Emergency Use Authorization
On March 28, the FDA granted emergency use authorization to allow patients with COVID-19 to be treated with hydroxychloroquine and chloroquine. As a result, the authorization means hydroxychloroquine and chloroquine drugs donated to the strategic national stockpile will be distributed to hospitals to be used for certain COVID-19 patients. The authorization does not mean the drugs are approved, but instead, the drugs can be prescribed for COVID-19 for only as long as the pandemic lasts. An emergency use authorization is not an approval. Emergency use authorization means that the drug may be effective, while approval means there is evidence showing it is effective.
State Regulatory Changes
Governor Murphy Signs Order to Remove Barriers to Health Care Professionals
On April 1, 2020, Governor Murphy signed a corrected version of Executive Order No. 112, which authorizes the New Jersey Division of Consumer Affairs (“DCA”) to reactivate the license of any healthcare professional previously licensed to practice in New Jersey who retired from active practice within the last five years. License reactivations shall be on a temporary basis throughout the duration of the State of Emergency or Public Health Emergency for COVID-19, whichever is longer. Additionally, the DCA is authorized to issue a temporary license to practice medicine and/or surgery to any physician or the plenary-licensed equivalent in another country, who is licensed and in good standing in another country. Healthcare professionals who wish to reactivate their licenses and physicians who wish to apply for a temporary license shall submit an application on forms adopted by the Director of the DCA.
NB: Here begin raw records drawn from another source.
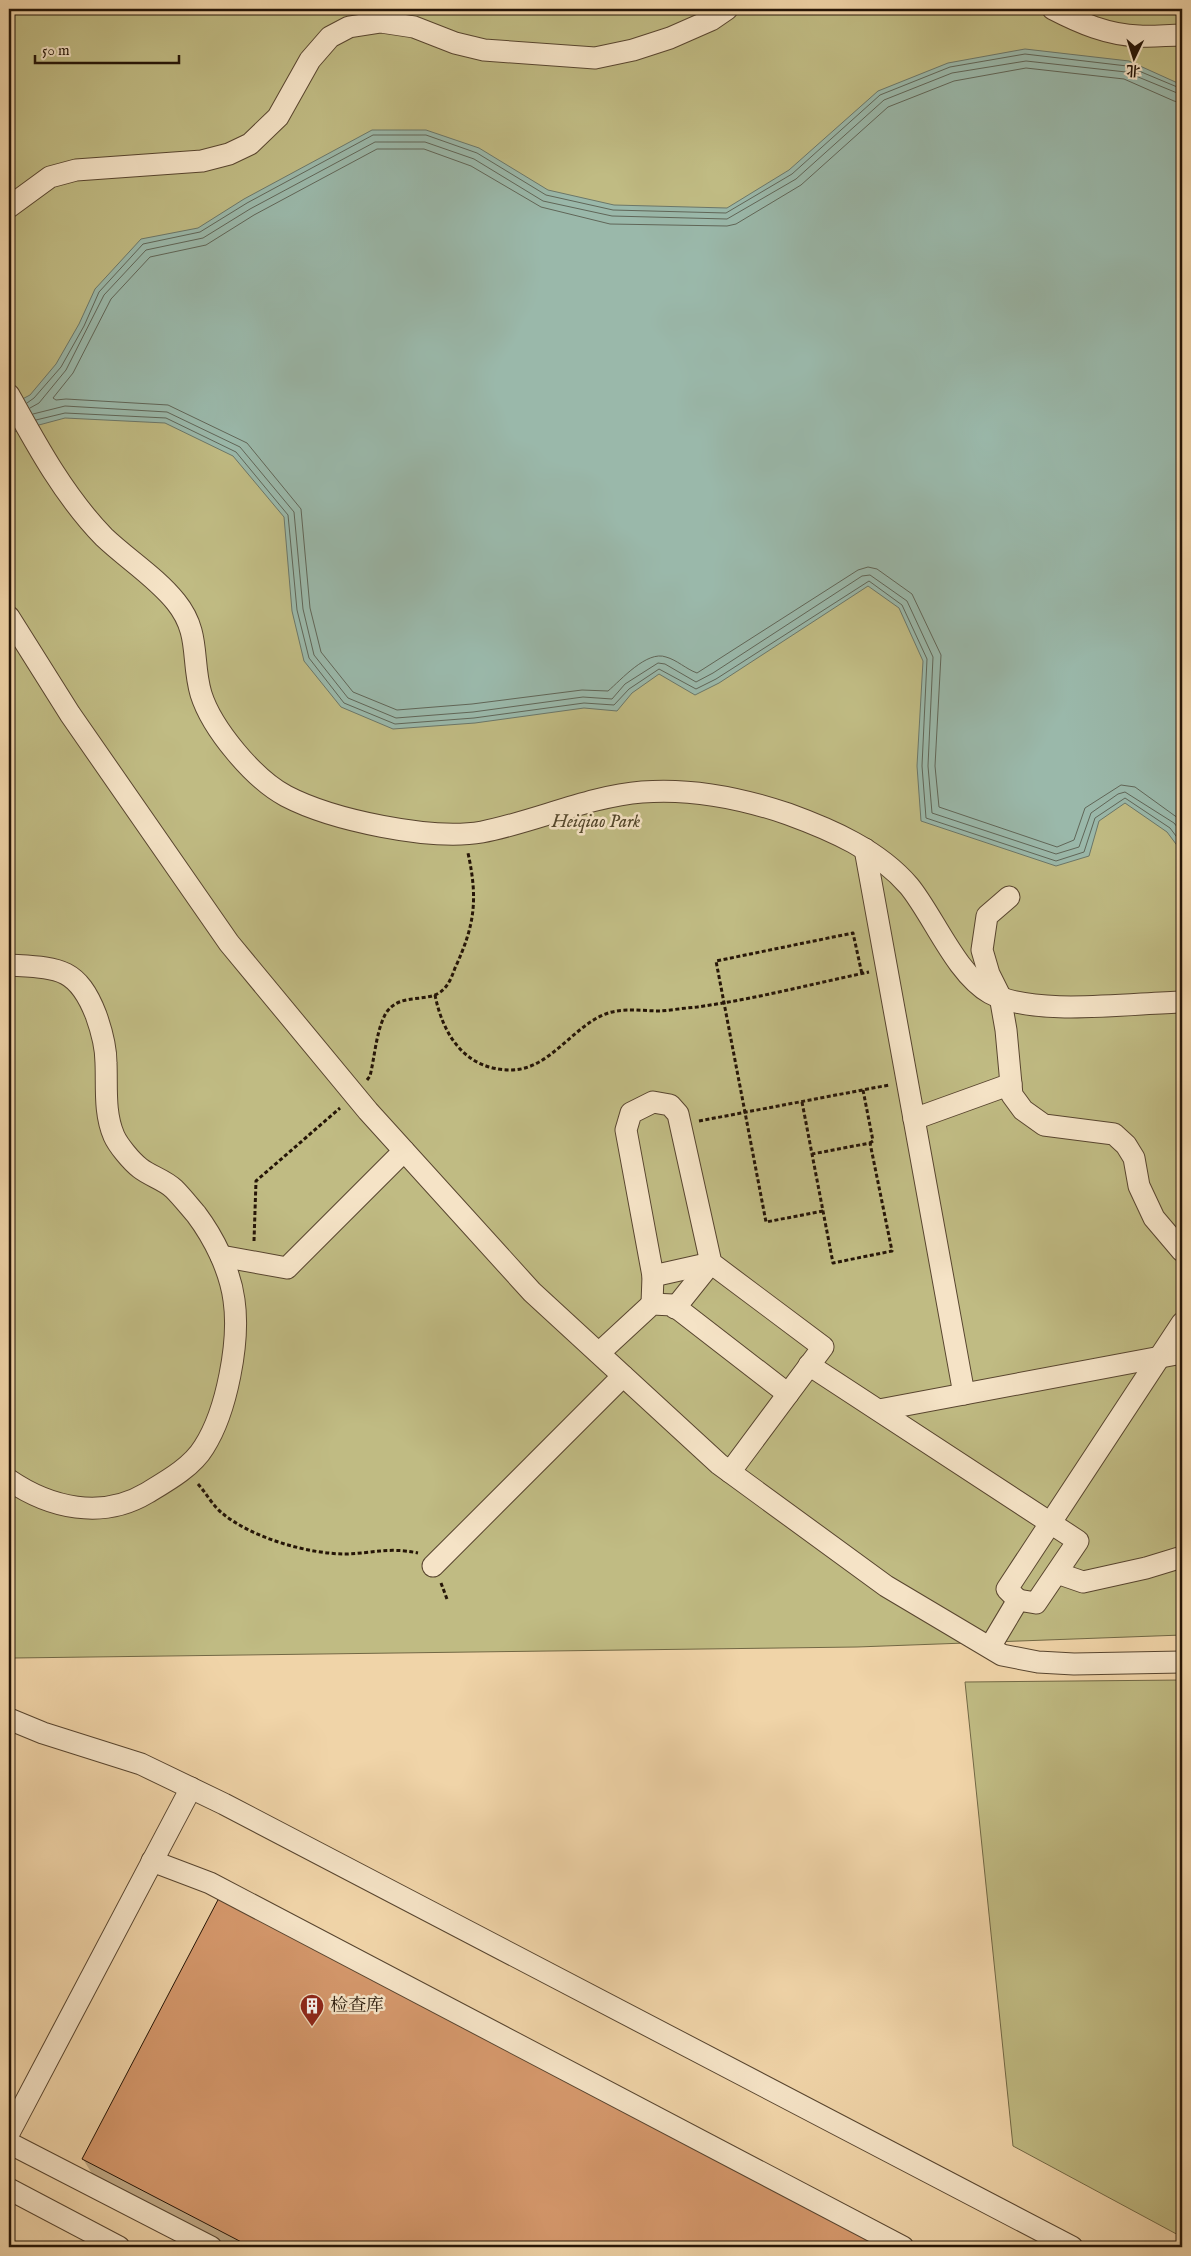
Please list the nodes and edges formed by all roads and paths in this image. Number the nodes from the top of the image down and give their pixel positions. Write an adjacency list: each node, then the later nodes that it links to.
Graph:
1 (727, 9): 4 (street)
2 (1053, 9): 3 (street)
3 (1182, 34)
4 (9, 208)
5 (9, 395): 7 (street)
6 (9, 617): 20 (street)
7 (464, 834): 8 (street); 13 (path)
8 (865, 849): 11 (street); 14 (street)
9 (1009, 897): 14 (street)
10 (9, 964): 30 (street)
11 (886, 969): 12 (path); 17 (street)
12 (862, 974): 15 (path); 15 (path)
13 (435, 995): 15 (path); 20 (path)
14 (1000, 996): 16 (street); 18 (street)
15 (724, 1002): 22 (path)
16 (1182, 1002)
17 (907, 1082): 19 (path); 23 (street)
18 (1011, 1084): 23 (street); 29 (street)
19 (863, 1090): 21 (path); 25 (path)
20 (355, 1095): 26 (street); 31 (path)
21 (802, 1102): 22 (path); 27 (path)
22 (745, 1113): 24 (path); 28 (path)
23 (914, 1119): 43 (street)
24 (681, 1124): 32 (street); 33 (street)
25 (870, 1144): 27 (path); 28 (path)
26 (404, 1151): 31 (street); 37 (street)
27 (812, 1154): 28 (path)
28 (823, 1211)
29 (1182, 1251)
30 (221, 1256): 31 (street); 45 (street)
31 (253, 1262)
32 (710, 1263): 33 (street); 35 (street); 40 (street)
33 (653, 1276): 34 (street)
34 (652, 1304): 35 (street); 37 (street)
35 (675, 1308): 42 (street)
36 (1182, 1323): 39 (street)
37 (599, 1353): 41 (street)
38 (1182, 1353): 39 (street)
39 (1160, 1357): 43 (street); 48 (street)
40 (809, 1365): 42 (street); 44 (street)
41 (623, 1376): 46 (street); 50 (street)
42 (788, 1394): 46 (street)
43 (964, 1394): 44 (street)
44 (879, 1410): 48 (street)
45 (185, 1467): 47 (street); 50 (path)
46 (730, 1472): 54 (street)
47 (9, 1480)
48 (1051, 1523): 51 (street); 53 (street)
49 (1182, 1557): 51 (street)
50 (433, 1566): 52 (path)
51 (1057, 1573): 53 (street)
52 (448, 1599)
53 (1018, 1600): 54 (street)
54 (990, 1647): 55 (street)
55 (1182, 1662)
56 (9, 1719): 57 (street)
57 (191, 1788): 58 (street); 65 (street)
58 (152, 1861): 59 (street); 64 (street)
59 (9, 2133)
60 (9, 2143): 63 (street)
61 (9, 2189): 62 (street)
62 (119, 2247)
63 (211, 2247)
64 (902, 2247)
65 (1072, 2247)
The order also relaxes statutory provisions that limit the scope of practice of advanced practice nurses (“APNs”), suspending and waiving compliance with provisions that would otherwise require APNs to, among other things, enter into a joint protocol with an individual collaborating physician who is present or readily available through electronic communication and obtain authorization from a collaborating physician to dispense narcotic drugs for maintenance treatment or detoxification treatment. Compliance with statutory provisions limiting the scope of practice for physician assistants are also suspended and waived, including, but not limited to, requirements to obtain physician supervision and authorization to order or prescribe a controlled dangerous substance.
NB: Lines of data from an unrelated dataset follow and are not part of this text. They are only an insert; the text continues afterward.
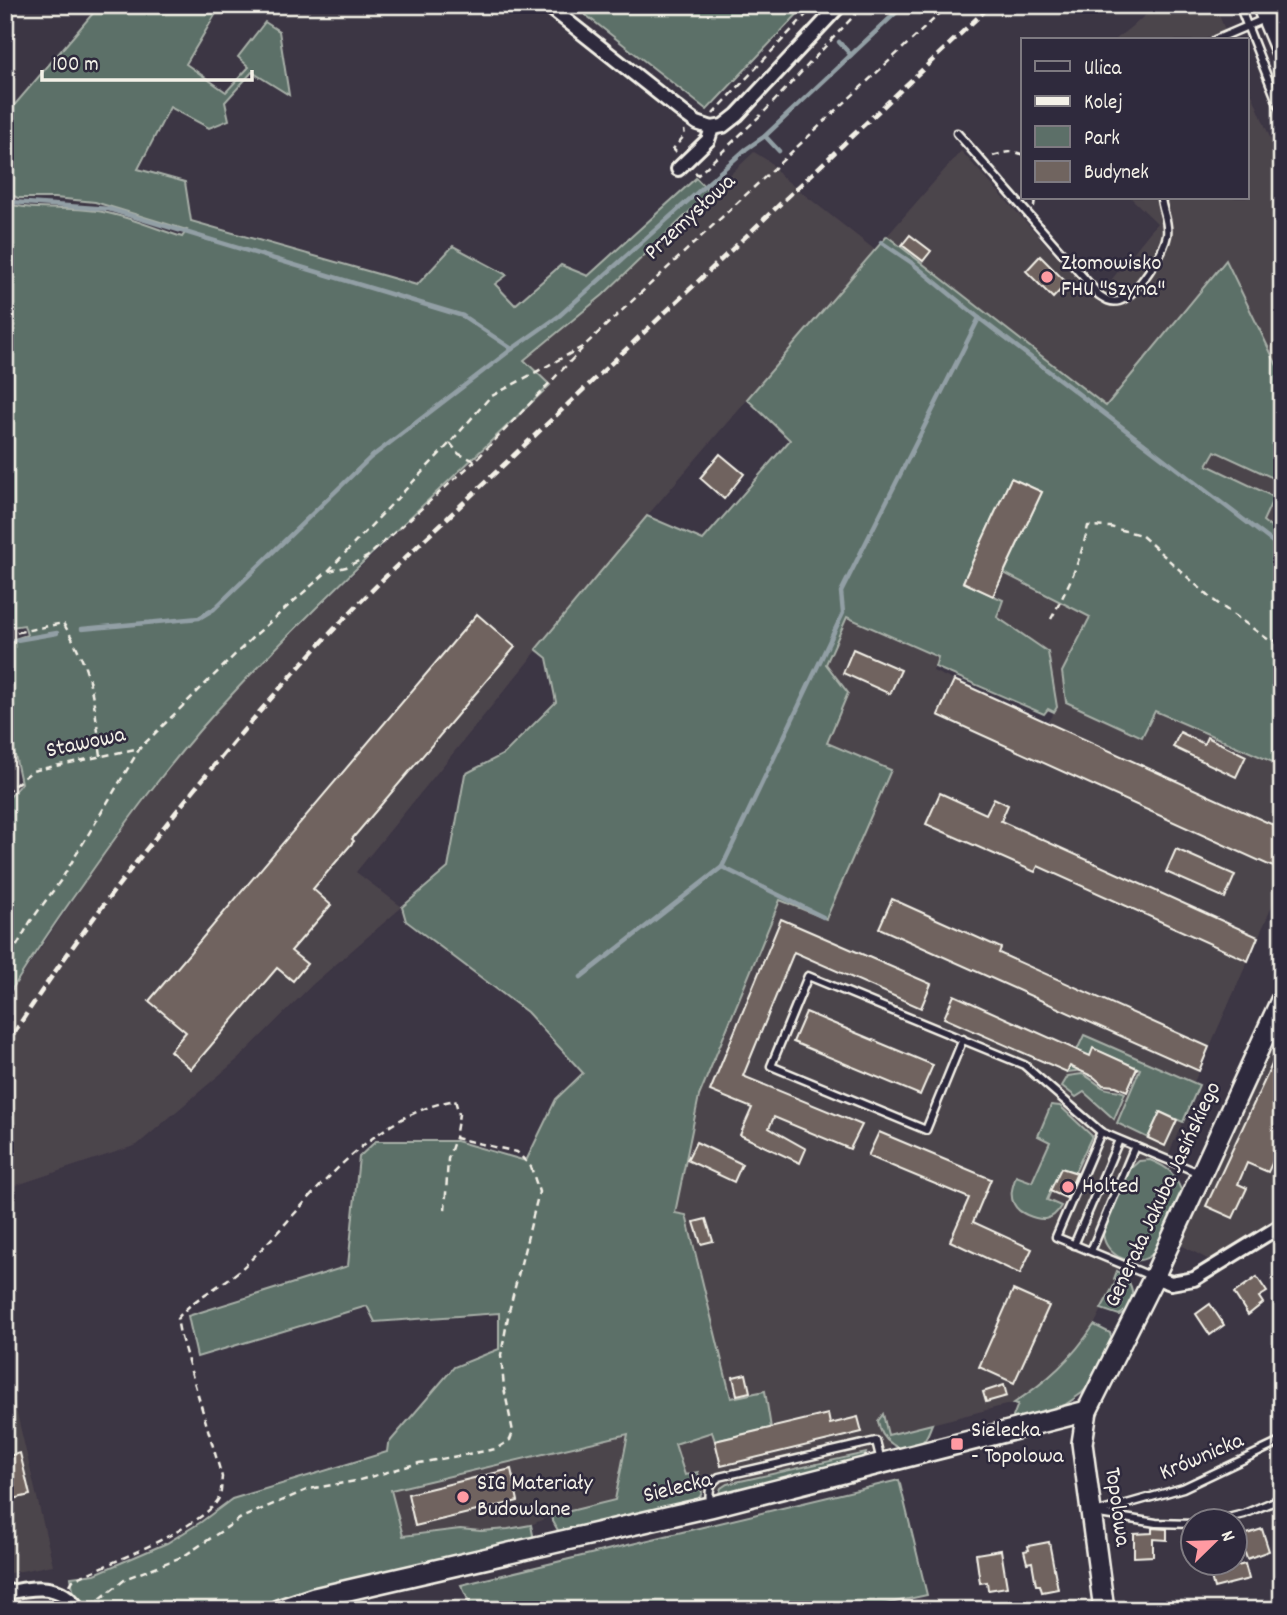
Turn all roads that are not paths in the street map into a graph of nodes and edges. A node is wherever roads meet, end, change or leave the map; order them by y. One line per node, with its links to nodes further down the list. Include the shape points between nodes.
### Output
1 (547, 5): 9 (street, via 697,123)
2 (840, 5): 9 (street, Przemysłowa, via 737,115 723,126)
3 (1239, 5): 5 (lane)
4 (1265, 11): 5 (lane); 7 (street)
5 (1248, 26): 6 (lane); 8 (lane)
6 (1220, 38)
7 (1282, 53)
8 (1282, 114)
9 (709, 122): 11 (street, Przemysłowa, via 708,141)
10 (957, 133): 12 (lane, via 1099,295 1111,302 1128,296 1161,254 1168,221)
11 (682, 166)
12 (1162, 200)
13 (1282, 998): 18 (street, Generała Jakuba Jasińskiego)
14 (963, 1039): 14 (lane, via 808,976 771,1066 926,1130); 15 (lane, via 1024,1065)
15 (1101, 1132): 16 (lane); 20 (lane, via 1056,1237)
16 (1119, 1140): 17 (lane); 20 (lane)
17 (1135, 1146): 18 (lane); 21 (lane)
18 (1200, 1174): 22 (street, Generała Jakuba Jasińskiego)
19 (1282, 1225): 22 (street, via 1194,1279 1171,1283)
20 (1074, 1244): 21 (lane)
21 (1091, 1251): 22 (lane)
22 (1154, 1277): 23 (street, Generała Jakuba Jasińskiego)
23 (1087, 1411): 27 (street, Topolowa, via 1082,1443); 31 (street, Sielecka)
24 (1282, 1441): 27 (lane, Krównicka, via 1183,1488)
25 (1282, 1498): 26 (lane)
26 (1248, 1512)
27 (1093, 1513): 28 (lane); 32 (street, Topolowa)
28 (1178, 1524)
29 (5, 1593): 30 (street, via 52,1588 64,1593)
30 (79, 1610)
31 (278, 1610)
32 (1104, 1610)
Critically, Paragraphs 7 and 8 of the order confers immunity from civil liability to services provided by providers in support of the State’s COVID-19 response during the State of Emergency and Public Health Emergency, whether or not those services are within the scope of their practice. Governor Murphy executed a corrected version of Executive Order No. 112 to remove from Paragraphs 7 and 8 the phrase “to the extent that the practitioner’s existing liability insurance does not provide coverage or an applicable limit is exceeded” making the immunity more clear. The immunity applies to services provided before the execution of the Executive Order.